• _TASK DESCRIPTION_: What is needed here is an exact repetition of the records below, beginning at the line that has "middle dip: (70, 118)" and stopping after the line that has "index pip: (295, 234)".

- Opening Delimiter -

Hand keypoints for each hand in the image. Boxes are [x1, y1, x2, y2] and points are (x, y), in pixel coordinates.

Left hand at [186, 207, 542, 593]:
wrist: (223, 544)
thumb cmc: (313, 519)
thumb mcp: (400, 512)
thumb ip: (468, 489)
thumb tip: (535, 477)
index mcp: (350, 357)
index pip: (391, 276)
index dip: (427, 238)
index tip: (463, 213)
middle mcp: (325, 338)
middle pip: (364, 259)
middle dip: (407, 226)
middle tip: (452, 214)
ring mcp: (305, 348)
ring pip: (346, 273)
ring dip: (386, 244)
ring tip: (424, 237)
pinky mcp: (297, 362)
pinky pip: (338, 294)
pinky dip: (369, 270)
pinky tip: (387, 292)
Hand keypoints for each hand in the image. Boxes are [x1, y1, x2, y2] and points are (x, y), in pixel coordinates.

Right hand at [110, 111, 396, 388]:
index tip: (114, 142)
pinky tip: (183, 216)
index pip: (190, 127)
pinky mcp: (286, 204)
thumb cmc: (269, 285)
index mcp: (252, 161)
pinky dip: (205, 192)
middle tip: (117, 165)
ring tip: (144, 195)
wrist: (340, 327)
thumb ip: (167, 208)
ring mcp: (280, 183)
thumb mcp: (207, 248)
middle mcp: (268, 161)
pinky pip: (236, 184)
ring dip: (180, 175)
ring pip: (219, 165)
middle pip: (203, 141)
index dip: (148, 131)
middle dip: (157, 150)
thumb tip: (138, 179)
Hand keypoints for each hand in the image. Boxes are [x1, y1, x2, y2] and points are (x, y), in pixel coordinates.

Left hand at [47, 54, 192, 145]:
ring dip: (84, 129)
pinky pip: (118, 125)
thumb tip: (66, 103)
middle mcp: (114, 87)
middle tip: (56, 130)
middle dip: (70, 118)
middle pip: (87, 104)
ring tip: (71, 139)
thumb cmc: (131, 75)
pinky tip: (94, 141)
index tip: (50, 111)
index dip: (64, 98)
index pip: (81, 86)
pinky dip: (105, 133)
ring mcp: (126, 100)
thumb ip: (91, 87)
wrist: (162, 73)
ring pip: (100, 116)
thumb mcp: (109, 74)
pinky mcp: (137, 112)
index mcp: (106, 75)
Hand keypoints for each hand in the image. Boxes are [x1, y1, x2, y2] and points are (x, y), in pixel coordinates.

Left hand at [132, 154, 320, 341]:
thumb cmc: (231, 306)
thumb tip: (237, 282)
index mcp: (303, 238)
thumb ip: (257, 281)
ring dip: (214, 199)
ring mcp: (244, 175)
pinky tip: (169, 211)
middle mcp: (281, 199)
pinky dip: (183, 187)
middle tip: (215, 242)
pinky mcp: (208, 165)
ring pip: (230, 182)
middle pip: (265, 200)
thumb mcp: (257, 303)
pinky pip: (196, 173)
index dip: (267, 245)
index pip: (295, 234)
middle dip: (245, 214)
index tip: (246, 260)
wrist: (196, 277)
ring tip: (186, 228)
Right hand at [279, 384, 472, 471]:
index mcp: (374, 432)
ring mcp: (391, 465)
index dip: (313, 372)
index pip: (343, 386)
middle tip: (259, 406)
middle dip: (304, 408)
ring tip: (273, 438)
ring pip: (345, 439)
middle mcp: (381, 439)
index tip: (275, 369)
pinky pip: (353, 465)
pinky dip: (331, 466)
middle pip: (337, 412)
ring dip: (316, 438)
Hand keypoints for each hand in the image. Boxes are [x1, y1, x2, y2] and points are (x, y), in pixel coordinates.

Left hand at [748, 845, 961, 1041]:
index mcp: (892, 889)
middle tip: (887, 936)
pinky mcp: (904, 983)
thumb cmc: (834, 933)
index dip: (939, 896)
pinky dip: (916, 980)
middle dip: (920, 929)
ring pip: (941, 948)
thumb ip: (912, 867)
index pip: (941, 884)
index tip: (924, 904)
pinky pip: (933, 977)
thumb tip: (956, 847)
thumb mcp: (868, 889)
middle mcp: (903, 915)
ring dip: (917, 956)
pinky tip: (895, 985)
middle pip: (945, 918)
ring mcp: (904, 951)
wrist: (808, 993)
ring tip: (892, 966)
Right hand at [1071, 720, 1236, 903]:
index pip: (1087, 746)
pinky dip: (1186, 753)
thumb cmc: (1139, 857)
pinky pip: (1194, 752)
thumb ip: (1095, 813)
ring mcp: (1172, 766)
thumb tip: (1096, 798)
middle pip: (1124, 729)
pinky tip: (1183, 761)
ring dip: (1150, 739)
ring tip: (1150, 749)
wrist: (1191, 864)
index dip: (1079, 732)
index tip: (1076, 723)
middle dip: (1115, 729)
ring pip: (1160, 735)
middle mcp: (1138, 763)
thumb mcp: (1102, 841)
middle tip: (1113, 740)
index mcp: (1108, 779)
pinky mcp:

- Closing Delimiter -

• _FINISHED EXERCISE_:
middle dip: (70, 118)
middle pip: (87, 104)
ring tip: (71, 139)
thumb cmc: (131, 75)
pinky tip: (94, 141)
index tip: (50, 111)
index dip: (64, 98)
index pip: (81, 86)
pinky dip: (105, 133)
ring mcp: (126, 100)
thumb ip: (91, 87)
wrist: (162, 73)
ring pip: (100, 116)
thumb mcp: (109, 74)
pinky mcp: (137, 112)
index mcp: (106, 75)
Hand keypoints for each hand in the image. Boxes are [x1, y1, x2, y2] and points are (x, y), in pixel coordinates.

Left hand at [132, 154, 320, 341]:
thumb cmc: (231, 306)
thumb tip: (237, 282)
index mcp: (303, 238)
thumb ip: (257, 281)
ring dip: (214, 199)
ring mcp: (244, 175)
pinky tip: (169, 211)
middle mcp: (281, 199)
pinky dip: (183, 187)
middle tip: (215, 242)
pinky mcp: (208, 165)
ring pip: (230, 182)
middle pip: (265, 200)
thumb mcp: (257, 303)
pinky pip: (196, 173)
index dip: (267, 245)
index pip: (295, 234)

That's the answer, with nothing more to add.